If you enjoy this site, it is only due to a great amount of work by a large number of people.
Sean Lahman laid the groundwork for a great deal of baseball research today when he produced his baseball database. We owe a great deal here to the work he put into and continues to put into his database.
Pete Palmer's work is the basis for the Lahman database, and he has provided data to this site as well, along with his business partner Gary Gillette.
Many of these stats are now available through the Baseball Databank.
Don Malcolm has encouraged me a great deal in this project and has helped me develop many new ideas.
Doug Drinen has developed Pro-Football-Reference.com from scratch and is a fellow mathematician and stathead. He has provided a great deal of feedback on the site.
Justin Kubatko developed the counterpart basketball site and has provided many suggestions as well.
Tom Ruane has contributed both data and advice to this effort. Tom works with retrosheet.org, a very, very worthy cause. The game log and transaction data on the site is available at retrosheet free of charge.
Doug Pappas contributed salary and payroll information to the site.
Keith Woolner was the original StatHead and his work at Baseball Prospectus and elsewhere has influenced our work here. He currently works in the Indians front office.
Collegiate Data appears courtesy SABR\'s Collegiate Committee. They will welcome all corrections to their data.
Much of the data is due to the volunteers at SABR.org, among whom I count myself.
The SABR biographical committee routinely puts out updates for new information (or even new ballplayers) found.
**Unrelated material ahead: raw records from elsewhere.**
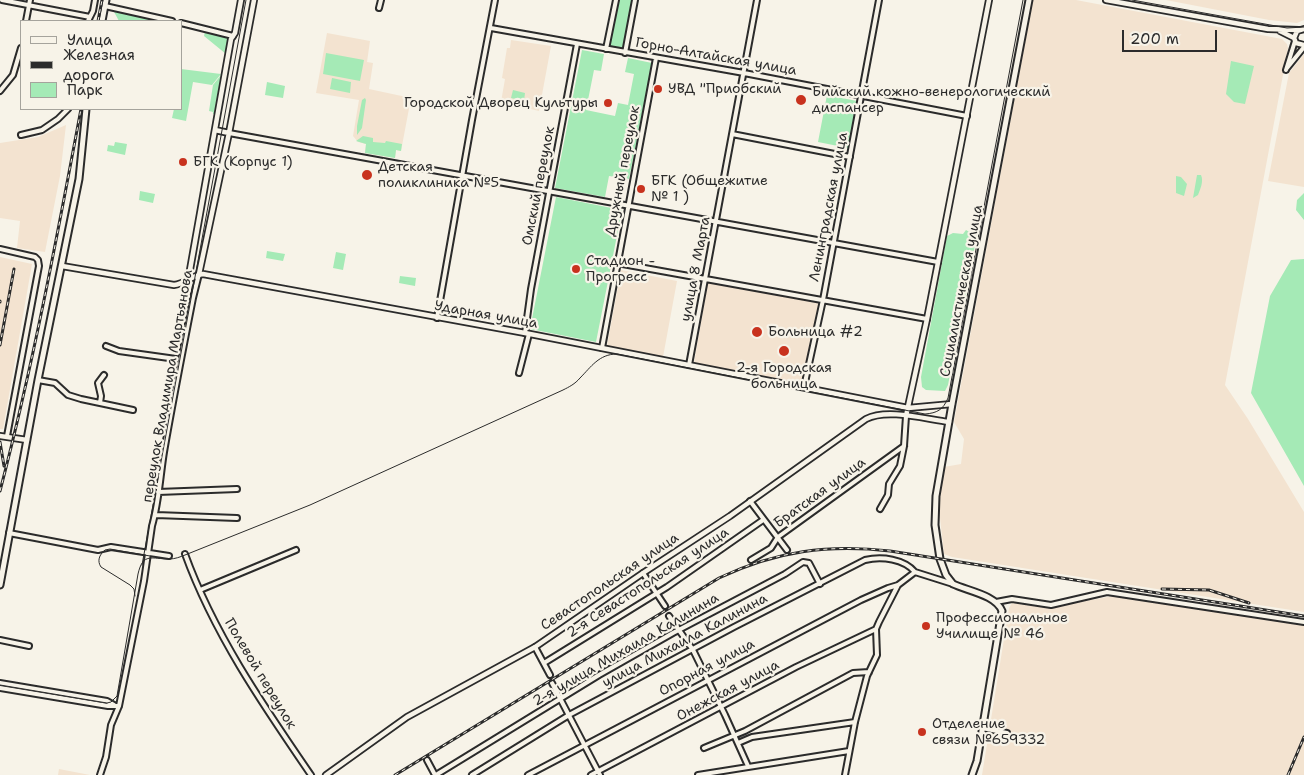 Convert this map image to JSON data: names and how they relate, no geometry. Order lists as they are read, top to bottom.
{
  "streets": {
    "main road": ["Социалистическая улица"],
    "street": [
      "Горно-Алтайская улица",
      "Дружный переулок",
      "Омский переулок",
      "Ленинградская улица",
      "улица 8 Марта",
      "Ударная улица",
      "переулок Владимира Мартьянова",
      "Братская улица",
      "Севастопольская улица",
      "2-я Севастопольская улица",
      "улица Михаила Калинина",
      "2-я улица Михаила Калинина",
      "Опорная улица",
      "Полевой переулок",
      "Онежская улица"
    ]
  },
  "crossings": [
    ["Горно-Алтайская улица", "Дружный переулок"],
    ["Горно-Алтайская улица", "Омский переулок"],
    ["Горно-Алтайская улица", "Ленинградская улица"],
    ["Горно-Алтайская улица", "улица 8 Марта"],
    ["Горно-Алтайская улица", "Социалистическая улица"],
    ["Дружный переулок", "Ударная улица"],
    ["Омский переулок", "Ударная улица"],
    ["Ленинградская улица", "Ударная улица"],
    ["улица 8 Марта", "Ударная улица"],
    ["Социалистическая улица", "Ударная улица"],
    ["Социалистическая улица", "Севастопольская улица"],
    ["Ударная улица", "переулок Владимира Мартьянова"],
    ["улица Михаила Калинина", "2-я улица Михаила Калинина"]
  ],
  "places": [
    "УВД \"Приобский",
    "Бийский кожно-венерологический диспансер",
    "Городской Дворец Культуры",
    "БГК (Корпус 1)",
    "Детская поликлиника №5",
    "БГК (Общежитие № 1 )",
    "Стадион - Прогресс",
    "Больница #2",
    "2-я Городская больница",
    "Профессиональное Училище № 46",
    "Отделение связи №659332"
  ],
  "legend": ["Улица", "Железная дорога", "Парк"],
  "scale_bar": "200 m"
}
This can include updated birth, name and death information.
The SABR Collegiate committee maintains the database of schools attended by players.
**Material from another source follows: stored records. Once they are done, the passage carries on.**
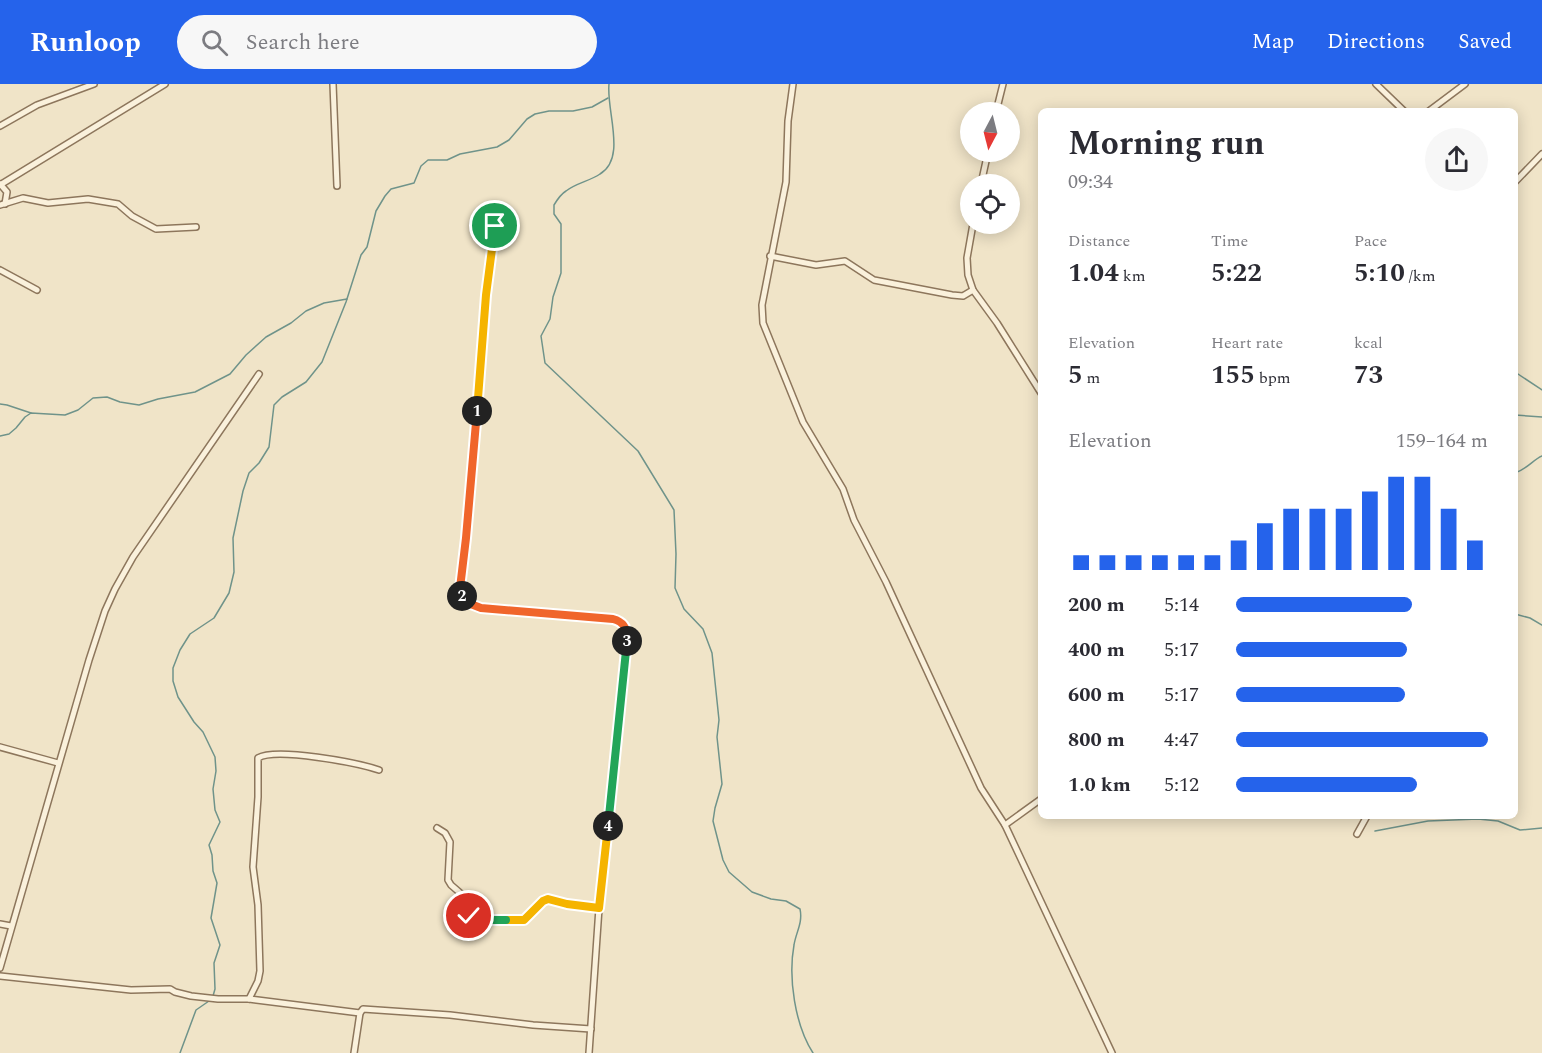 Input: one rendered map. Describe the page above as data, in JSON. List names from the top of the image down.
{
  "north": "bottom",
  "page": {
    "header": "Runloop",
    "search": "Search here",
    "nav": ["Map", "Directions", "Saved"],
    "heading": ["Morning run", "09:34"],
    "stats": [
      ["Distance", "1.04 km"],
      ["Time", "5:22"],
      ["Pace", "5:10 /km"],
      ["Elevation", "5 m"],
      ["Heart rate", "155 bpm"],
      ["kcal", "73"]
    ],
    "pins": [
      "1",
      "2",
      "3",
      "4"
    ],
    "chart": ["Elevation", "159–164 m"],
    "list": [
      {
        "name": "200 m",
        "note": "5:14"
      },
      {
        "name": "400 m",
        "note": "5:17"
      },
      {
        "name": "600 m",
        "note": "5:17"
      },
      {
        "name": "800 m",
        "note": "4:47"
      },
      {
        "name": "1.0 km",
        "note": "5:12"
      }
    ]
  }
}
Jeffrey Burk provided me with the awards voting data.
Derek Adair has contributed numerous corrections to the player data and a variety of other data sets.
Jay Jaffe designed the Babe Ruth logo.
Greg Spira has likewise contributed advice and support to this effort.
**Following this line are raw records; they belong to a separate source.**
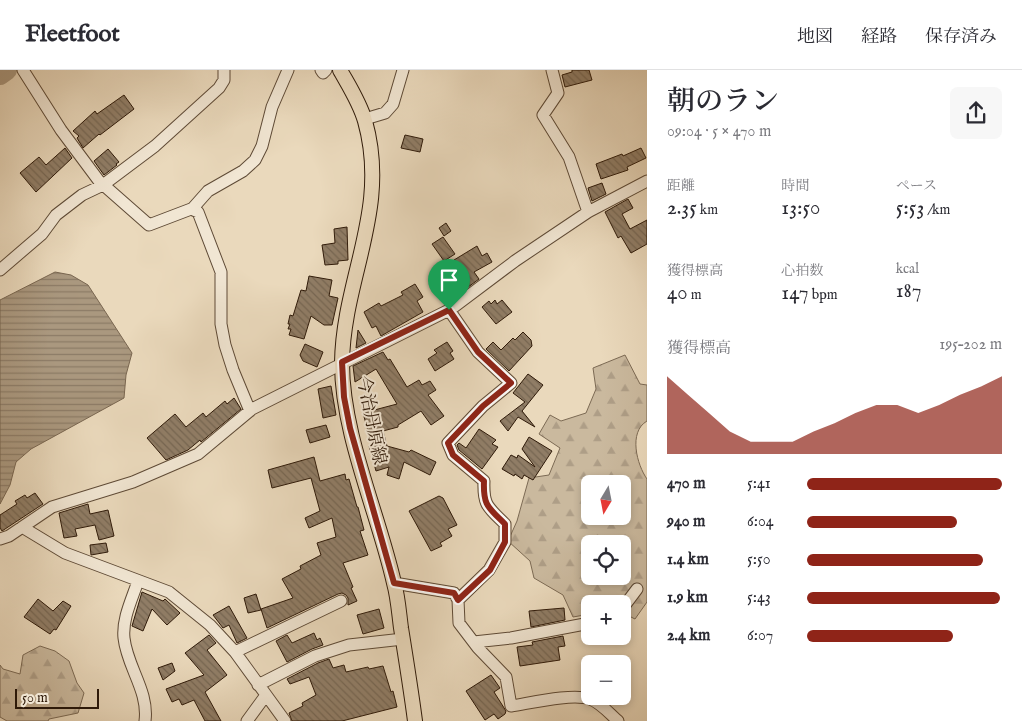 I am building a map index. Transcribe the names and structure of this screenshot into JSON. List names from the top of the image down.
{
  "streets": {
    "main road": ["今治丹原線"]
  },
  "scale_bar": "50 m",
  "north": "bottom",
  "page": {
    "header": "Fleetfoot",
    "nav": ["地図", "経路", "保存済み"],
    "heading": ["朝のラン", "09:04 · 5 × 470 m"],
    "stats": [
      ["距離", "2.35 km"],
      ["時間", "13:50"],
      ["ペース", "5:53 /km"],
      ["獲得標高", "40 m"],
      ["心拍数", "147 bpm"],
      ["kcal", "187"]
    ],
    "chart": ["獲得標高", "195–202 m"],
    "list": [
      {
        "name": "470 m",
        "note": "5:41"
      },
      {
        "name": "940 m",
        "note": "6:04"
      },
      {
        "name": "1.4 km",
        "note": "5:50"
      },
      {
        "name": "1.9 km",
        "note": "5:43"
      },
      {
        "name": "2.4 km",
        "note": "6:07"
      }
    ],
    "map_buttons": ["+", "−"],
    "scale": "50 m"
  }
}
Hundreds of others have e-mailed in corrections or contributed data. I apologize for not properly citing them here.
Much of this data is available through the Baseball-DataBank.org.
Perl is a robust scripting language. This whole site is built using perl.
MySQL is an open source database. All of our data is stored and manipulated in MySQL.
Emacs is a free text editor with phenomenal capabilities if you sit down and learn them. I do all of my writing in Emacs.
RedHat Linux is an open source operating system. If you want the power of the command line on a PC, linux is a nice option.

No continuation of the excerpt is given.